Objection, motion to strike or motion in limine

An objection is not the only way to protest the admission of evidence. The attorney can object before trial in a motion in limine, or what until the question is asked, at which time the objection can be interposed. If the witness answers the question, a motion to strike may also be made.


Evidence Code section 353 prohibits setting aside a verdict or finding, or reversing a judgment due to the erroneous admission of evidence without an objection or a motion to exclude or strike on the record. (Evidence Code § 353(a).) The objection is typically used if the evidence has not come in while the motion to strike is used if the witness testifies before the attorney can object or before the trial court has an opportunity to rule on the objection. By then, the jury may have heard the evidence but at least the ground can be preserved for a later challenge on appeal.

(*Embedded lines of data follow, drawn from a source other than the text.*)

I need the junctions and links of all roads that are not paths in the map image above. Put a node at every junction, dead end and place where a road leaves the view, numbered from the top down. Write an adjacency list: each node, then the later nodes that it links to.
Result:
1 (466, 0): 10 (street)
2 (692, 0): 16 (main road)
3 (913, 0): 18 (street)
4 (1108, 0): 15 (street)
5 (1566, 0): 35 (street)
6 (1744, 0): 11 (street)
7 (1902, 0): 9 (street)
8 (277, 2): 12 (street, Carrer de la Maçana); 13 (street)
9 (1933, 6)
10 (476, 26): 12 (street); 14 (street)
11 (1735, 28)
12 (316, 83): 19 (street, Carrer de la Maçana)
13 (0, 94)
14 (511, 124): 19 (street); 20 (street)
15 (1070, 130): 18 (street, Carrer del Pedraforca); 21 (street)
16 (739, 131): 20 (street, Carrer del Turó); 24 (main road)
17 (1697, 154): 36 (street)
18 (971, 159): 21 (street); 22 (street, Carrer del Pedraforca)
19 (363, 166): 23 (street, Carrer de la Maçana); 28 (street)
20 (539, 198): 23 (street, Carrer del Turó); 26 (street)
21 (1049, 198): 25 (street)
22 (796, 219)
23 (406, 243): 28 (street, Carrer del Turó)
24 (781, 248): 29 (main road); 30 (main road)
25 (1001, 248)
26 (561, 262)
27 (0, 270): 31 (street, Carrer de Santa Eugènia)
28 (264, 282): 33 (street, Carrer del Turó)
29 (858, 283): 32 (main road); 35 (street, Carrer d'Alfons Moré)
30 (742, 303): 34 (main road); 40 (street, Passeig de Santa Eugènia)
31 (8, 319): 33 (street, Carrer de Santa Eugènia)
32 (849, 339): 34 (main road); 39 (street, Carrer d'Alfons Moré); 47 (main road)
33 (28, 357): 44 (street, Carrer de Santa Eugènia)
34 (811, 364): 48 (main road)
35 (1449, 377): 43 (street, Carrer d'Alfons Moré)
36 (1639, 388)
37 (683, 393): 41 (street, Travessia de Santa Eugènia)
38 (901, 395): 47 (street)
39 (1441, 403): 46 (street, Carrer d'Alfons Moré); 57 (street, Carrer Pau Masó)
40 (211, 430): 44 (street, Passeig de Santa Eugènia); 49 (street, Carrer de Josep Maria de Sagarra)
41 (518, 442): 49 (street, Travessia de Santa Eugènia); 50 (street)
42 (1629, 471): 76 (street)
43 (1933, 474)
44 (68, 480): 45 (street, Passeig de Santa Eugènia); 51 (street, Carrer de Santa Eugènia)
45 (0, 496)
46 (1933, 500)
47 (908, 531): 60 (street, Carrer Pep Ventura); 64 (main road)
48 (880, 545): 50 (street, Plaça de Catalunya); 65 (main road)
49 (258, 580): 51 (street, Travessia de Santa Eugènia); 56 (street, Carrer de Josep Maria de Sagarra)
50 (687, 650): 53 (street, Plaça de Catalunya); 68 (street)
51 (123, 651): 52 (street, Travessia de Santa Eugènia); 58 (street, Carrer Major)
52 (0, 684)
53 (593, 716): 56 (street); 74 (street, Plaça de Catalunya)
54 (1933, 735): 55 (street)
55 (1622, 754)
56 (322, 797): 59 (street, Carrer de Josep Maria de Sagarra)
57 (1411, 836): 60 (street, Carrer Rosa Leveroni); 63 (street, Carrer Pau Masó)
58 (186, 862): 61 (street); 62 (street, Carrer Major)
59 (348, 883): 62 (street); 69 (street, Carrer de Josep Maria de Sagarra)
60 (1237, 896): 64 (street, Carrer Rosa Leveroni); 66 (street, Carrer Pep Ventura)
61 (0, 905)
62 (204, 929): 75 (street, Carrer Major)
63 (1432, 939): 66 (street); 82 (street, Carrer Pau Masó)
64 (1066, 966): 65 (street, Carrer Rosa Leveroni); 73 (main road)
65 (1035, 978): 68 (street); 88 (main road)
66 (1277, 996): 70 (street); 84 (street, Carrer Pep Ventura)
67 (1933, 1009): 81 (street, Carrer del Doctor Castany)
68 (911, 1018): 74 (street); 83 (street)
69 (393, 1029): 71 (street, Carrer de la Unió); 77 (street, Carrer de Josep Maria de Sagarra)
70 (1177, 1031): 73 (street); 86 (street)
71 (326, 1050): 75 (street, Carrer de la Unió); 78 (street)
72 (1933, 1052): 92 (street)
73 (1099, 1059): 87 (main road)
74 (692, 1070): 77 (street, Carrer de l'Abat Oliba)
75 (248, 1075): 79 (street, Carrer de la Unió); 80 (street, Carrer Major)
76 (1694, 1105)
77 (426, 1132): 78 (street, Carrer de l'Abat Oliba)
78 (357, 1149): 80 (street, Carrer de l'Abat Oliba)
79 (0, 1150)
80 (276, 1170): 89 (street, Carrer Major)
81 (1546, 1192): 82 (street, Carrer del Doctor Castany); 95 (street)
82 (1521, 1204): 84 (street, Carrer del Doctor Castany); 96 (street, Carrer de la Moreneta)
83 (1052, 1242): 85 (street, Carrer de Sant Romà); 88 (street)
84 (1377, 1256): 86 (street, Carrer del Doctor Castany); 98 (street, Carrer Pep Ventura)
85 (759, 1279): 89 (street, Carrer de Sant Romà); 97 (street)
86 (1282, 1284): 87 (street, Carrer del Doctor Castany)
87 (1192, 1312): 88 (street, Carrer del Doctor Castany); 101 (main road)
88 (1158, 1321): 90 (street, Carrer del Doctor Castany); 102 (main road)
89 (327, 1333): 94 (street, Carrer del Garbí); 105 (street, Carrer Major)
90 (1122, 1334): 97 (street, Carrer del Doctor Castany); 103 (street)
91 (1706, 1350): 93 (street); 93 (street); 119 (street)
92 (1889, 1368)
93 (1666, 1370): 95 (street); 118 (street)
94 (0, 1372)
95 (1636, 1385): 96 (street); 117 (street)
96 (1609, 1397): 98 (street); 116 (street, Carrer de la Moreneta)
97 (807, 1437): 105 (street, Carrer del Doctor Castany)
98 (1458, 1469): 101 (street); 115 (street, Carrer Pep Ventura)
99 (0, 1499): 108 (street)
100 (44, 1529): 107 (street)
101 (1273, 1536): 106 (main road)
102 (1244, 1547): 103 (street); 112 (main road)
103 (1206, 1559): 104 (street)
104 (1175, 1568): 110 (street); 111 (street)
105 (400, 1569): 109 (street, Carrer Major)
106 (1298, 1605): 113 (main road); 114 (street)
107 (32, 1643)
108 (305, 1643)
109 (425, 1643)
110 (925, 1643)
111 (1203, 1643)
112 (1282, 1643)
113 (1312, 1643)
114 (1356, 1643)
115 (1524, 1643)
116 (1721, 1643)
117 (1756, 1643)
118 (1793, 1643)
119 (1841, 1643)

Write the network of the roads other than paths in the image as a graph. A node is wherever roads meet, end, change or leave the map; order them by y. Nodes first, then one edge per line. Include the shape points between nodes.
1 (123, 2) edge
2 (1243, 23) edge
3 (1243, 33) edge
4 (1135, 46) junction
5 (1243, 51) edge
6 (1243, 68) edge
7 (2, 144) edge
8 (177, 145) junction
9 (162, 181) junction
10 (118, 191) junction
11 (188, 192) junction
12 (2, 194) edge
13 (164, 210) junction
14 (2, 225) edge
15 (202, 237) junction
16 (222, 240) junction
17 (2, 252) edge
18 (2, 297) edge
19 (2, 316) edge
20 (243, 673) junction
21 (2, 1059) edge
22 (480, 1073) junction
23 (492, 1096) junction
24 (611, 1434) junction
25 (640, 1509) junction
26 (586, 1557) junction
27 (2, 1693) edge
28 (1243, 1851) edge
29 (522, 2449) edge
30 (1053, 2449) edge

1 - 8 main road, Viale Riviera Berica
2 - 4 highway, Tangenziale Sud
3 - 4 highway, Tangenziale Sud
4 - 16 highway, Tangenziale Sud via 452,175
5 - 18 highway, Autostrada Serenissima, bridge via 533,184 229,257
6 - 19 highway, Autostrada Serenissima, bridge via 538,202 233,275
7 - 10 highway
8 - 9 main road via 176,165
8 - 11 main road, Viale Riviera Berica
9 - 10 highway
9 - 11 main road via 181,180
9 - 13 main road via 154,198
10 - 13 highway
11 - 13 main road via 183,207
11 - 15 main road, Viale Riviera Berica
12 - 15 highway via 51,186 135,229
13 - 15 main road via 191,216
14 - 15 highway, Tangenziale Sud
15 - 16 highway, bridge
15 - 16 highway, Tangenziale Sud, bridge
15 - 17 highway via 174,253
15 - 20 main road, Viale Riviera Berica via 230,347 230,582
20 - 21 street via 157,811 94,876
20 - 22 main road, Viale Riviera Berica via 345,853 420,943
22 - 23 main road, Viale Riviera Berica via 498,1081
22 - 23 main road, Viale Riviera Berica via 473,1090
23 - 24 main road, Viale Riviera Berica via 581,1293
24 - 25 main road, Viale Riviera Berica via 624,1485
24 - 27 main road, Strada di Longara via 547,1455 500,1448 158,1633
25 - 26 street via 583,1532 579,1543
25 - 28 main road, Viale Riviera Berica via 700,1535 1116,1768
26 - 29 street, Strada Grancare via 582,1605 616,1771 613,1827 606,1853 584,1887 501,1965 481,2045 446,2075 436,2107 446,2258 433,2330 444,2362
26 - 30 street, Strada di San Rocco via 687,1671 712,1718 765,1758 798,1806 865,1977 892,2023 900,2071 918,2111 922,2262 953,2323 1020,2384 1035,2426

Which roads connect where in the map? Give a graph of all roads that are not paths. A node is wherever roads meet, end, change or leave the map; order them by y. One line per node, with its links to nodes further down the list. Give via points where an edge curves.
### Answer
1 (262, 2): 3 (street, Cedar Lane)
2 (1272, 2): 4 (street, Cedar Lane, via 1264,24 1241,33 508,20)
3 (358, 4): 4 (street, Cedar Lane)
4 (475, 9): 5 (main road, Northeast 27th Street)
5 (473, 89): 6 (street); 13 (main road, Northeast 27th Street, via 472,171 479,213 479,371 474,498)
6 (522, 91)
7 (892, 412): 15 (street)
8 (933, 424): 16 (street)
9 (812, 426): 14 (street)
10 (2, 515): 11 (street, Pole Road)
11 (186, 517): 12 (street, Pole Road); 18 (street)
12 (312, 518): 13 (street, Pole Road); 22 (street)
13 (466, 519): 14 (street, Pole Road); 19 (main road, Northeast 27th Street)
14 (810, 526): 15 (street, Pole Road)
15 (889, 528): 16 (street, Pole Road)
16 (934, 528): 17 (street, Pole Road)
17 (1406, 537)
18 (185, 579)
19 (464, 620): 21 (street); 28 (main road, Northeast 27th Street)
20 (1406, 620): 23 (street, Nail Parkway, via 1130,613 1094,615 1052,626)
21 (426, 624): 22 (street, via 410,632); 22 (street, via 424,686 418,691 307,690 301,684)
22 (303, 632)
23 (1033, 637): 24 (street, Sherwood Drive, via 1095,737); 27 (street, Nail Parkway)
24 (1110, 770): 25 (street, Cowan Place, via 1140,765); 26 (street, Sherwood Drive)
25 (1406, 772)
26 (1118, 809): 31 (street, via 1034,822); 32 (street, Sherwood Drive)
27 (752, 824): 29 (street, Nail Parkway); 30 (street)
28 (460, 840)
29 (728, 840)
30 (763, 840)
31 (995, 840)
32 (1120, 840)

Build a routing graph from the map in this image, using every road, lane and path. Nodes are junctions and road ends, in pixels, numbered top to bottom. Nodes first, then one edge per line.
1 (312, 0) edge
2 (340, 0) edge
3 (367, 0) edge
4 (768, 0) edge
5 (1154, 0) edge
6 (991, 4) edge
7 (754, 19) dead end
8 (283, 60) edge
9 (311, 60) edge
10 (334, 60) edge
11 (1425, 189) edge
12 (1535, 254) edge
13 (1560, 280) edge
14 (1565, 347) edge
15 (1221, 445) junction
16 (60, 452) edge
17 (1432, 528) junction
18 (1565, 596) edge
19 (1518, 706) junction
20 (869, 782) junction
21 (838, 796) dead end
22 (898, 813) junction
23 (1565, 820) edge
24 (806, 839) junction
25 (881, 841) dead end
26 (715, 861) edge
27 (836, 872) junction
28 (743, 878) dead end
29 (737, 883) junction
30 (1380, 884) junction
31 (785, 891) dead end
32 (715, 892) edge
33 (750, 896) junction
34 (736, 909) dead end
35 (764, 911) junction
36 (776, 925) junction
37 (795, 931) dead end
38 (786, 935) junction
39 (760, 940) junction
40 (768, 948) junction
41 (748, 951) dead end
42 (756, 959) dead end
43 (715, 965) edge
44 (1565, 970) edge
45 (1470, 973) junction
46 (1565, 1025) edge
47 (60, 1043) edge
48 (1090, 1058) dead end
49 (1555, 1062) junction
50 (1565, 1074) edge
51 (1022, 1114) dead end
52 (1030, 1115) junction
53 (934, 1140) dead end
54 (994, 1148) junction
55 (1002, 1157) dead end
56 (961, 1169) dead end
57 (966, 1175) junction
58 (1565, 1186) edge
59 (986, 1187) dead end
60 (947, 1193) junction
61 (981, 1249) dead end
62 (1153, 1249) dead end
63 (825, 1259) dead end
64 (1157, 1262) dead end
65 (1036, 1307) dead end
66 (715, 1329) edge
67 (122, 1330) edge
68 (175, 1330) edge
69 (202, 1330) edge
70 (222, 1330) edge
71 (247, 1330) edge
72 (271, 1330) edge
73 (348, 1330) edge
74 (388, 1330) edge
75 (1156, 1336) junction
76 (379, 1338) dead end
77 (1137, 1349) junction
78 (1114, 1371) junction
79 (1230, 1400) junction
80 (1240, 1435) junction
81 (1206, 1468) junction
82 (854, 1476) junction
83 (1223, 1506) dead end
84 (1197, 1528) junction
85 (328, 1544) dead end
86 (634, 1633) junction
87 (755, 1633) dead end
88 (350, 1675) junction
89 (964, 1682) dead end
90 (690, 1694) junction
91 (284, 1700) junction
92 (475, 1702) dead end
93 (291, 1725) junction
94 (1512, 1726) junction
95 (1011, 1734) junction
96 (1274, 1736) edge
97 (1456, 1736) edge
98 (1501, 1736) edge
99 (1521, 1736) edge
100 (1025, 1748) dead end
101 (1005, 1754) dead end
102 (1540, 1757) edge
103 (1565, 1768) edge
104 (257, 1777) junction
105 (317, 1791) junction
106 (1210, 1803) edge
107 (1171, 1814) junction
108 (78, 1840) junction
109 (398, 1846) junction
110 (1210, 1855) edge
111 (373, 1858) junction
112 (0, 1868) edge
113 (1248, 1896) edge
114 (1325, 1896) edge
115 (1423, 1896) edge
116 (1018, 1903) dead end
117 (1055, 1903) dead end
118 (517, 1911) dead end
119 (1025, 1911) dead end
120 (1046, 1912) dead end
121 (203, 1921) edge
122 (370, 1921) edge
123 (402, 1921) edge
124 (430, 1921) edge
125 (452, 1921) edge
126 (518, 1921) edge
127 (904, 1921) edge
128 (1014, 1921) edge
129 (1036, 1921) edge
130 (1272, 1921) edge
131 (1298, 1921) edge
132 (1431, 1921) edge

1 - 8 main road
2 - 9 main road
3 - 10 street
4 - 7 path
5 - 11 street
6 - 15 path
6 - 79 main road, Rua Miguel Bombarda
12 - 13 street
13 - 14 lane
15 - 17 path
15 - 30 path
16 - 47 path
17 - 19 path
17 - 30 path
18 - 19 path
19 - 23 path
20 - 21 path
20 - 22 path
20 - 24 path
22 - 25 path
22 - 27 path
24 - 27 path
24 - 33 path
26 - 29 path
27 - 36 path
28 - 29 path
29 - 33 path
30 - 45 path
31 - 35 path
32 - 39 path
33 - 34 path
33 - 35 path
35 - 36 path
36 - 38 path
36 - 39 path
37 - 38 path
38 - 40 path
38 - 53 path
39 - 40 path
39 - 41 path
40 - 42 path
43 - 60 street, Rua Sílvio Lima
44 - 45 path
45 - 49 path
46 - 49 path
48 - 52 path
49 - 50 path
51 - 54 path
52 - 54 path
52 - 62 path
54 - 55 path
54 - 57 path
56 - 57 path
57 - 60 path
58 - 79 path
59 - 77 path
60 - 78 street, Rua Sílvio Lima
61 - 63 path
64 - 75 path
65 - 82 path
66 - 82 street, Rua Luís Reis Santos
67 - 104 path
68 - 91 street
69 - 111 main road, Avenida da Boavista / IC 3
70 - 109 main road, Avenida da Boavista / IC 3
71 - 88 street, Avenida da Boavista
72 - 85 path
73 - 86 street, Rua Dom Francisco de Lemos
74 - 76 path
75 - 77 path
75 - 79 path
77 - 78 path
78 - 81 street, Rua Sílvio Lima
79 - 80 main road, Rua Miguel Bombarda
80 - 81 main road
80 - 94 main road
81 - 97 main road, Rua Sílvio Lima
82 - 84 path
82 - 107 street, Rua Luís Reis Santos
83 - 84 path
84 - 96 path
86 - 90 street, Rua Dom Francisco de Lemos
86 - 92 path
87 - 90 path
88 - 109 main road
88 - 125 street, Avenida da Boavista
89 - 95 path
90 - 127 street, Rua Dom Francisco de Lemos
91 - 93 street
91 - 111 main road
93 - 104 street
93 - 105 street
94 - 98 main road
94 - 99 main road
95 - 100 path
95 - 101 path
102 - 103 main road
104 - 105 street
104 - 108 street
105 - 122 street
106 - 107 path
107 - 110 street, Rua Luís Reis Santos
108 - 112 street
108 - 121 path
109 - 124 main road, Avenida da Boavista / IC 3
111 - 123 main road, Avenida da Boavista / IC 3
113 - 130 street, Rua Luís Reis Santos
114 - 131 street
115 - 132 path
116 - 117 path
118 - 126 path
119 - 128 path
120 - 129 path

If you are aware that the opposing party will seek to introduce certain damaging evidence, then you may want to use a motion in limine, which allows for a more in-depth discussion about the evidence and the law related to its admission or exclusion. “The advantage of such motions is to avoid the obviously futile attempt to ‘unring the bell’ in the event a motion to strike is granted in the proceedings before the jury.” (Hyatt v. Sierra Boat Co. (1978) 79 Cal.App.3d 325, 337.) Motions in limine can streamline trials so that the trial is not bogged down with objections, sidebar or in-chambers conferences, or hearings out of the presence of the jury, which might be milling around outside and frustrated with a delay that they know nothing about.


Monday
Feb222010

So, what is a proper objection?

To preserve an issue for appeal, the appellant must raise the objection below before the trial court. “‘The party also must cite to the record showing exactly where the objection was made.’” (K.C. Multimedia, Inc. v. Bank of America Technology & Operations, Inc. (2009) 171 Cal.App.4th 939, 948.) “[A] reviewing court ordinarily will not consider a challenge to a ruling if an objection could have been but was not made in the trial court . . . The purpose of this rule is to encourage parties to bring errors to the attention of the trial court, so that they may be corrected.” (In re S.B. (2004) 32 Cal.4th 1287, 1293.)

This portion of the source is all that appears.